勘違い男


「大切な女やさかい。そこは坊にも譲れへん。」


彼氏の真剣な声色。同時に教室の扉を開けた名前は気まずさを感じ、閉めた。静まり返っている廊下で唯一、心臓だけがバクバク言っていた。するとすぐに中から扉が開いた。


「何しとんの?入りや。」
「う、うん。」


廉造に促されて教室に入ると、まず出雲がニヤニヤしたいやらしい笑みを浮かべているのに気付いた。目が合って思わず名前は視線を逸らす。そして次に恐面の勝呂、少し焦ったような三輪。廉造は勝呂の後ろの席に名前を座らせ、その隣に自分も座った。居づらくて仕方ないことこの上ない。自然と名前の肩に力が入った。


「名前、大変なんですよー。坊が、」
「だから言うとらんやろ!志摩ええ加減にせんとシバくえ!」
「そ、そうですよ、志摩さん。
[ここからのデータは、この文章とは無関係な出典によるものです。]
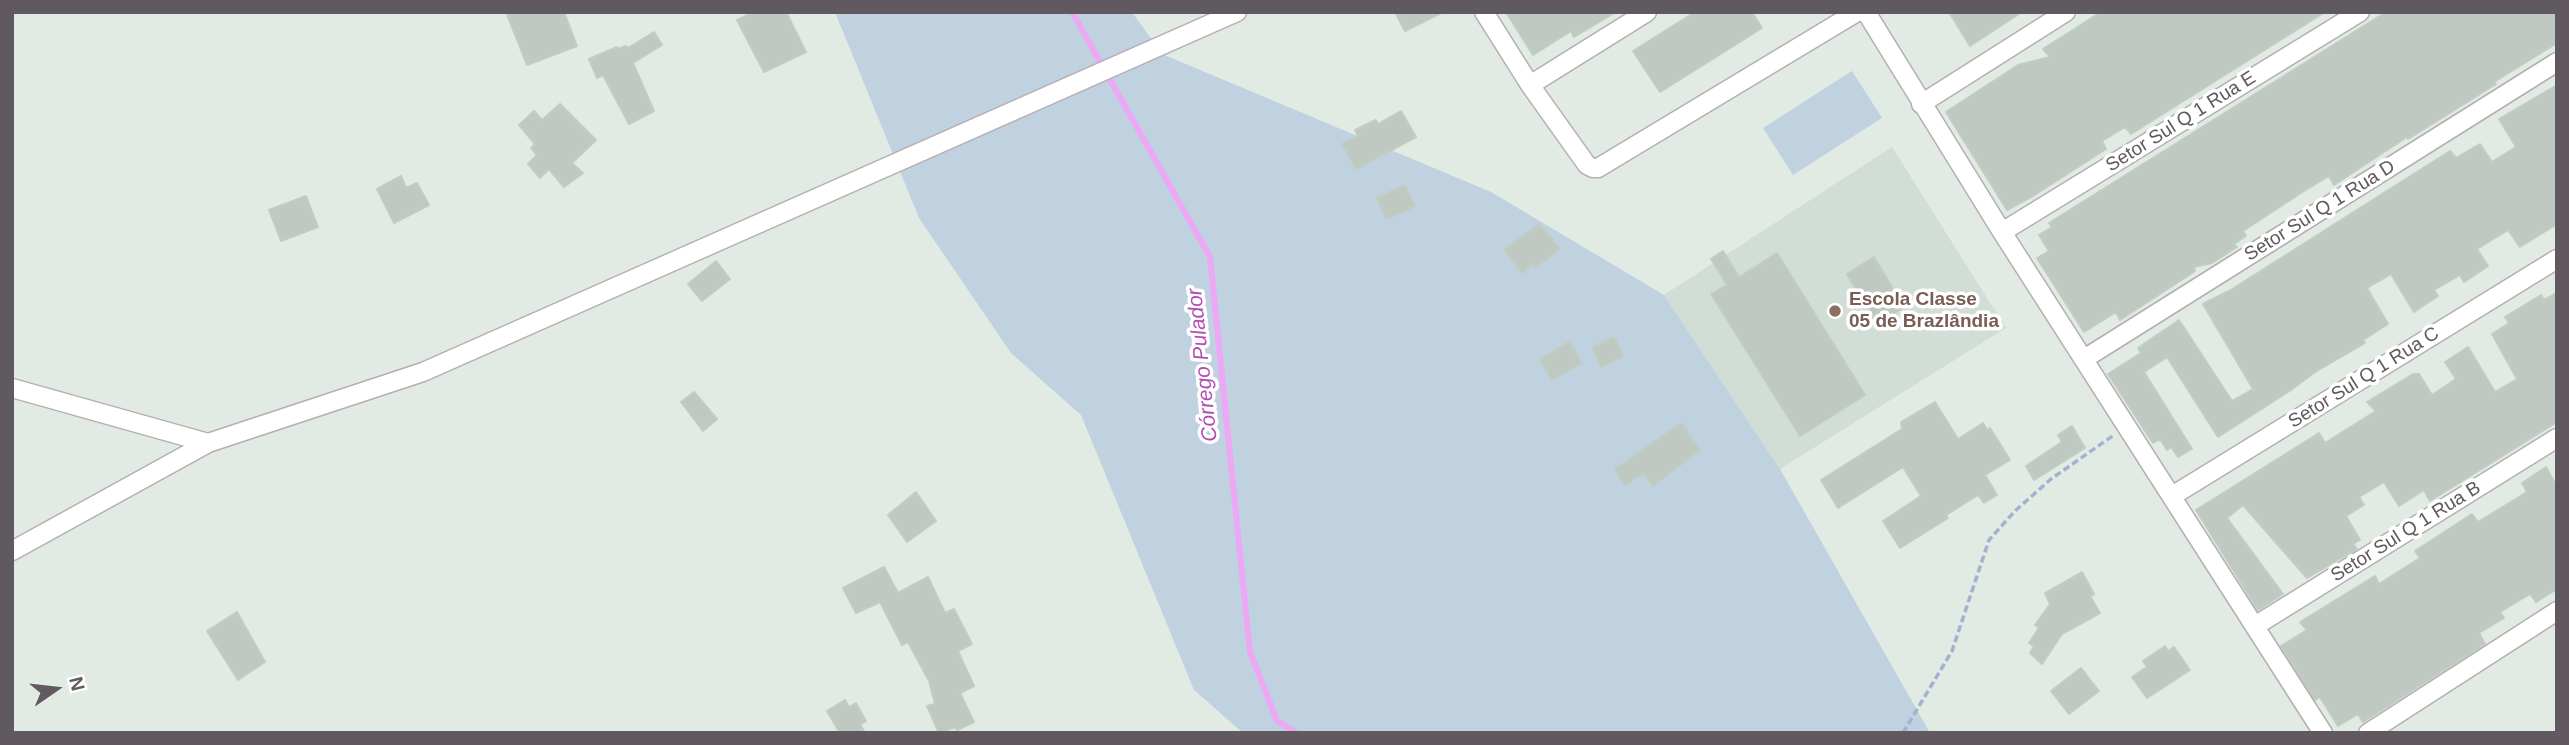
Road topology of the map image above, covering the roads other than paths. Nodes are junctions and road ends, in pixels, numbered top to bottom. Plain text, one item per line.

誰も名前さんのこと狙ったりなんて…、」


何の話か分からなかった名前もだんだん理解してきて、隣のピンク頭を叩いた。何すんの、と涙目でこちらを見るも、軽くシカトを決め込み、勝呂に向き直る。


「ごめんね、勝呂。廉造がまたなんか余計なこと。」
「ええよ。名前は悪うない。」
「ちょお、二人で話進めんといてやー。俺も悪うないですー。」
「本当?じゃあ今度は廉造何言ったの?」


名前としては、毎度のこと廉造が勝手に勘違いして喧嘩を吹っ掛けるものだから、全く信用出来ない訳で。そこで常に中立的説明役の三輪に話を伺うと。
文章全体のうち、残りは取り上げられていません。